Pesquisadores de Madri e do Canadá se uniram para estudar a possibilidade de formação de buracos negros a partir de luz pura, mas suas observações acabaram desmentindo essa crença. O estudo está disponível em pré-impressão no arXiv.
Embora olhemos para o céu há séculos, ainda sabemos muito pouco sobre alguns dos maiores mistérios do universo. A distância, as limitações tecnológicas e a impossibilidade de viajar por parsecs nos impedem de ser no local estudando eventos cósmicos.
Portanto, o que muitas vezes nos resta é teorizar, pensar e vivenciar em nossas mentes os desenvolvimentos e altos e baixos do universo. Mas como surgem essas ideias e como pode uma experiência mental ter alguma validade neste campo?
Os buracos negros existiram apenas no pensamento e nos cálculos durante séculos, até serem vistos pela primeira vez em 1964 e terem a sua primeira fotografia em 2019.Fonte: Imagens Getty
O ciclo de vida de uma teoria
Ainda existe uma crença muito forte de que os cientistas podem ter pensamentos intrusivos muito produtivos, comumente conhecidos como percepções. Mas embora os investigadores sejam hábeis a pensar em soluções e a traçar correlações, tudo começa com a observação dos dados e o levantamento de hipóteses. Observar os dados dá as primeiras dicas do que está por vir.
Uma vez pensada, essa hipótese passa por um processo de “teste” onde é testada, experimentada, calculada e recalculada com ajustes. Se sobreviver a esta fase, é considerada uma teoria, pois se torna uma ideia fundamentada, com prova de que pode ser real.
E assim foi com os buracos negros. A princípio eles não eram considerados um elemento cósmico em si, mas sim como um produto da morte das estrelas. Contudo, Einstein e os seus companheiros científicos foram mais longe e propuseram que os buracos negros poderiam ser formados por qualquer força eletromagnética ultraconcentrada que curva o espaço ao seu redor.
Escolheram até nomes que descrevem os efeitos capazes de gerar essa formação a partir de energia pura: geon e kugelblitz.Fonte: Imagens Getty
John Wheeler, físico teórico americano, confiou na teoria de Einstein para descrever uma nova maneira de produzir buracos negrosbaseado na capacidade das ondas gravitacionais e dos campos eletromagnéticos de gerar deformação no espaço, sem a presença de massa.
Segundo a teoria da relatividade, após a criação do horizonte de eventos de um buraco negro, a massa do objeto que o formou é desprezível, portanto, apenas a energia é relevante no processo. Wheeler chamou esse buraco negro formado pela concentração máxima de energia de kugelblitz (raio redondo, em tradução livre do alemão), enquanto o ponto de união entre as energias gravitacional e eletromagnética foi denominado geon.

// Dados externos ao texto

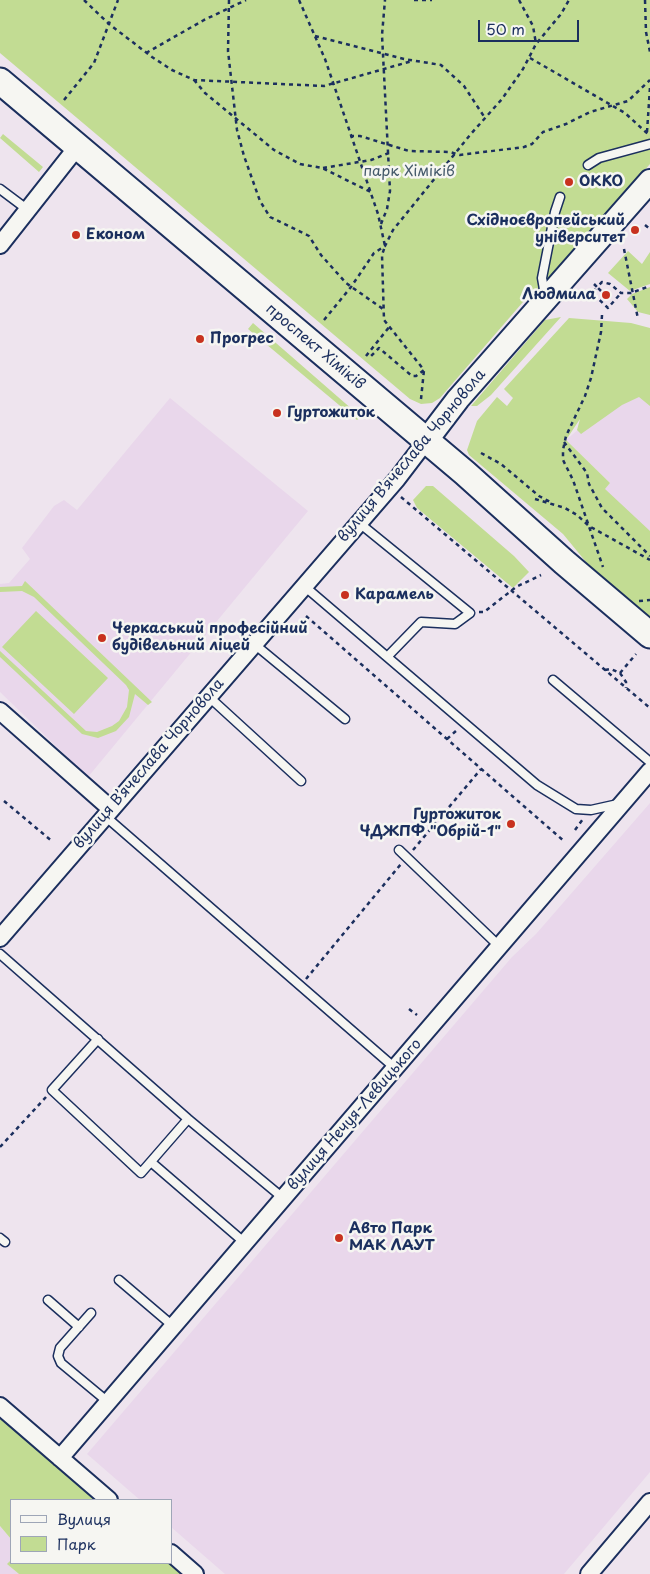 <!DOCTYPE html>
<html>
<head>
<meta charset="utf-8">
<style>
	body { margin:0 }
	#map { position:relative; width:650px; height:1574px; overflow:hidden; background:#eee4ee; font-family:"Playpen Sans",sans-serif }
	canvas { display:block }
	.legend { position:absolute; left:10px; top:1499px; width:162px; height:65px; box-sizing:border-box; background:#f6f6f2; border:1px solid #9ea6b7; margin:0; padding:6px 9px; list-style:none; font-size:15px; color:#1b2f5e }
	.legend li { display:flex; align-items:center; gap:10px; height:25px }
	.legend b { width:25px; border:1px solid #9ea6b7 }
	.scale { position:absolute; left:478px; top:20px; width:101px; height:22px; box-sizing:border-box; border:2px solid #1b2f5e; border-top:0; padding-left:6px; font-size:15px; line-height:18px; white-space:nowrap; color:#1b2f5e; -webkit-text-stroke:4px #f6f6f2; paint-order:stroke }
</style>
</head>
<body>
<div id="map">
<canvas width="650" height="1574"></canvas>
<ul class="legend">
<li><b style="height:6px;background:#f6f6f2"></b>Вулиця</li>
<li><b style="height:14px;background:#c2dc93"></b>Парк</li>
</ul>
<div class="scale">50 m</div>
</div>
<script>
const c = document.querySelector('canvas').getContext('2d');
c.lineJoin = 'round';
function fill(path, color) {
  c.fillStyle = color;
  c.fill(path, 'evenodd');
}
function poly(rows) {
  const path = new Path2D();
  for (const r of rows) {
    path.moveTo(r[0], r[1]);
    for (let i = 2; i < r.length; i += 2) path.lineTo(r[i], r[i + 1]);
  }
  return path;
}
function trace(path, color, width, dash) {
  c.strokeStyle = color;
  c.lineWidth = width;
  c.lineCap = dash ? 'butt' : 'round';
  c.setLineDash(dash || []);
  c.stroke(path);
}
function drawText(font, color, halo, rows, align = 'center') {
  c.font = font + ' "Playpen Sans",sans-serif';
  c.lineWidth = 5;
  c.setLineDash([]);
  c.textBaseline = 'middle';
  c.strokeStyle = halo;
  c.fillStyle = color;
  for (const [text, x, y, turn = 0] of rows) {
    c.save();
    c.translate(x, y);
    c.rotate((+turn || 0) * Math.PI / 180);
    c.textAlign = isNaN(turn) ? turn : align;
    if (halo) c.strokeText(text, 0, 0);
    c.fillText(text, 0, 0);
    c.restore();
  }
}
const built = poly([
	[650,368,650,547,597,498,610,483,566,440],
	[170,398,308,511,88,777,0,692,0,584,9,583,30,559,22,548,54,506,64,500,77,510],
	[650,803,650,1472,564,1574,225,1574,171,1527,171,1500,140,1500,87,1454,512,957,536,934],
	[0,1526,11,1539,11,1560,8,1564,19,1574,0,1574]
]);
const green = poly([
	[0,0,650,0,650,164,552,276,523,302,440,398,432,403,421,404,410,399,0,53],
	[3,134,43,167,39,172,0,138],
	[628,251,642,264,650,252,650,284,630,291,608,273],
	[650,287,650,315,638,312,627,299,632,294],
	[561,317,491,395,477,406,471,406,545,320],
	[569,318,631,323,650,328,650,406,639,397,622,405,581,434,577,430,580,419,566,440,610,483,605,489,650,531,650,619,591,568,563,534,469,455,467,450,477,421,497,397,507,406,513,398,504,389],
	[253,323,361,417,357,420,248,329],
	[426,486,433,486,514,556,529,572,513,588,417,508,413,500],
	[25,581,152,702,148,705,135,694,129,717,116,731,98,738,82,734,0,657,0,651,86,731,97,732,112,726,119,721,127,707,129,690,126,685,34,597,22,591,0,592,0,587,22,586],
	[36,611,108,678,74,714,2,647],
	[0,1418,97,1500,11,1500,11,1539,0,1526],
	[11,1560,11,1563,171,1563,184,1574,19,1574,7,1564]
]);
const path = poly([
	[84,0,109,24,152,57,172,70,194,80,324,86,412,61],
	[229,0,228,51,237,130,244,156,260,201,270,217,309,236,321,255,346,283,383,309],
	[299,0,325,59,378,214,385,246,382,255,384,320,424,370,416,376,412,376,379,348,369,358],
	[414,0,432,0],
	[519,0,533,26,536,44],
	[645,0,646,32,650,52],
	[315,36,404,59,441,65,464,86,485,118],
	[146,53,204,20,246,0],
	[530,58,625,113,649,135],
	[194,80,205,93,274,150,300,164,322,168,371,192],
	[64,100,94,63,118,0],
	[647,132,650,87],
	[350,136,360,136,409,151,450,152,460,155,524,147,532,144,543,132,566,124,590,112,628,101,650,80],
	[323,168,371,160,389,153],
	[381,224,387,209,390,191,382,35,385,0],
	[645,225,650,229],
	[624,249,638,319],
	[594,284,597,287,602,282,610,284,621,293,631,293,650,286],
	[601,291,597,287,592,293,608,308,621,293],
	[602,315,601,332,591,378,585,396,566,436,563,450,563,460,573,480,603,567],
	[324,320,351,287,374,253,385,246,393,230,470,135,502,99,523,69,536,44,561,14,569,0],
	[366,356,390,326],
	[421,399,424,370],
	[564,442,587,473,589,484,602,508,650,556],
	[481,453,501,464,539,496,552,503],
	[401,497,650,708],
	[535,499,565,508,577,515,589,526,650,560],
	[639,601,650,600],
	[479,612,484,612,516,587,541,575],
	[306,616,565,842],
	[605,670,611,669,620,673,626,682,626,688],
	[620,673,636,654],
	[447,739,457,730],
	[4,801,53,842],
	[575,830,583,819],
	[413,850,481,769],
	[306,979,401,864],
	[409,1009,417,1015],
	[0,1147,46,1097]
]);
const lane = poly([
	[588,165,599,158,650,144],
	[0,189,28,210],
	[545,295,542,278,555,212,560,197],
	[358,522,470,613,455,624,421,622,388,656],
	[303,585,537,785,576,809,591,810,618,804],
	[253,643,345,719],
	[553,680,650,762],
	[208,696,301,781],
	[105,816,395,1068],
	[399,850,499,946],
	[0,954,188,1119,283,1198],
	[98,1039,52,1090,141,1173,188,1119],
	[151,1162,245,1243],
	[0,1238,5,1242],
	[119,1280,173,1326],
	[48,1300,79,1327],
	[91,1313,60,1348,58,1356,61,1363,108,1402]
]);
const street = poly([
	[0,245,78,146],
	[0,711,111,809],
	[0,938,397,479,426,441],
	[0,1406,109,1500],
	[60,1458,650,771],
	[171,1553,195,1574],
	[589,1574,650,1502]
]);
const secondary = poly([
	[426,441,458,399,650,181]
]);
const primary = poly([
	[0,81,465,473,564,562,650,635]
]);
const markers = [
	[569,182,5,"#c8321e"],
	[635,230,5,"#c8321e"],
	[76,235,5,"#c8321e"],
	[606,295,5,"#c8321e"],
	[200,339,5,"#c8321e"],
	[277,413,5,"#c8321e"],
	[345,595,5,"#c8321e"],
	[102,638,5,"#c8321e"],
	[511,824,5,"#c8321e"],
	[339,1238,5,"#c8321e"]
];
const parkNames = [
	["парк Хіміків",409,172]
];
const poiNames = [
	["ОККО",579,182],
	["Східноєвропейський",625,221,"right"],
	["університет",625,238,"right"],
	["Економ",86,235],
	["Людмила",596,295,"right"],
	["Прогрес",210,339],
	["Гуртожиток",287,413],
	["Карамель",355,595],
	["Черкаський професійний",112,629],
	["будівельний ліцей",112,646],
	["Гуртожиток",501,815,"right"],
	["ЧДЖПФ \"Обрій-1\"",501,832,"right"],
	["Авто Парк",349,1229],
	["МАК ЛАУТ",349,1246]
];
const streetNames = [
	["проспект Хіміків",315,347,40],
	["вулиця Вʼячеслава Чорновола",412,456,-50],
	["вулиця Вʼячеслава Чорновола",149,764,-49],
	["вулиця Нечуя-Левицького",355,1115,-49]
];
fill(built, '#e9d7eb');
fill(green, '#c2dc93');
trace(lane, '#1b2f5e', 11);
trace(street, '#1b2f5e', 20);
trace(secondary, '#1b2f5e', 26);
trace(primary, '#1b2f5e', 29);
trace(path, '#1b2f5e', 2.5, [4, 4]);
trace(lane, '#f6f6f2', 8);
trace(street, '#f6f6f2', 16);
trace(secondary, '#f6f6f2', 22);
trace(primary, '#f6f6f2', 25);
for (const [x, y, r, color] of markers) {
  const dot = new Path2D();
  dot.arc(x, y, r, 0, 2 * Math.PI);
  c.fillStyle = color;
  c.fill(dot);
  trace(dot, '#f6f6f2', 2);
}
drawText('15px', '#455a6b', '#f6f6f2', parkNames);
drawText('bold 15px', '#1b2f5e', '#f6f6f2', poiNames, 'left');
drawText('15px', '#1b2f5e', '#f6f6f2', streetNames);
</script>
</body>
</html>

No entanto as ideias de Wheeler relativamente à criação de buracos negros a partir de energia pura mesmo apoiados na teoria de Einstein e possíveis pelas equações de Einstein-Maxwell, correm o risco de não passar pelo período de provação.
Uma pedra quântica no meio do caminho
Pesquisadores da Universidade Complutense de Madrid e da Universidade de Waterloo se uniram com foco em verificar o quanto seria possível formar buracos negros a partir da concentração máxima de luz pura. Apesar de toda a possibilidade teórica de existência, o kugelblitz poderia entrar no hall das possibilidades quase impossíveis, com seus primos: buraco de minhoca e buraco branco.
Segundo os modelos utilizados pelo grupo internacional, um fenômeno quântico, responsável ao demonstrar que não existe vazio absoluto no vácuo, seria a grande decepção da existência de buracos negros formados por luz pura.
O Efeito Schwinger demonstrou que algumas partículas podem aparecer digitalmente no vácuo, portanto, mesmo que uma onda gravitacional ou eletromagnética (luz) pudesse ser altamente concentrada, seria suficientemente perturbada e dispersa para não conseguir formar um horizonte de eventos. Sem horizonte de eventos, sem buracos negros.
Os buracos negros são, e continuarão a ser, uma fonte promissora de investigação.Fonte: Imagens Getty
Os resultados obtidos pelo grupo não derrubam teorias anteriores, mas colocam um limite ao que se acredita ser possível em relação à formação de buracos negros. Além disso, incluem um ingrediente que ainda parece não corresponder à mecânica clássica, a mecânica quântica.
Graças a isso, eles explicam que seus dados não excluem completamente a possibilidade de buracos negros formados a partir da concentração de energia, principalmente quando falamos do amanhecer cósmico.
Portanto, não é o fim, a pesquisa ainda será avaliada por outros pesquisadores que tentarão replicar o modelo e derivar seus próprios resultados. Se a evidência for favorável à investigação actual, infelizmente teremos de deixar o “kugelblitz” apenas para a ficção científica.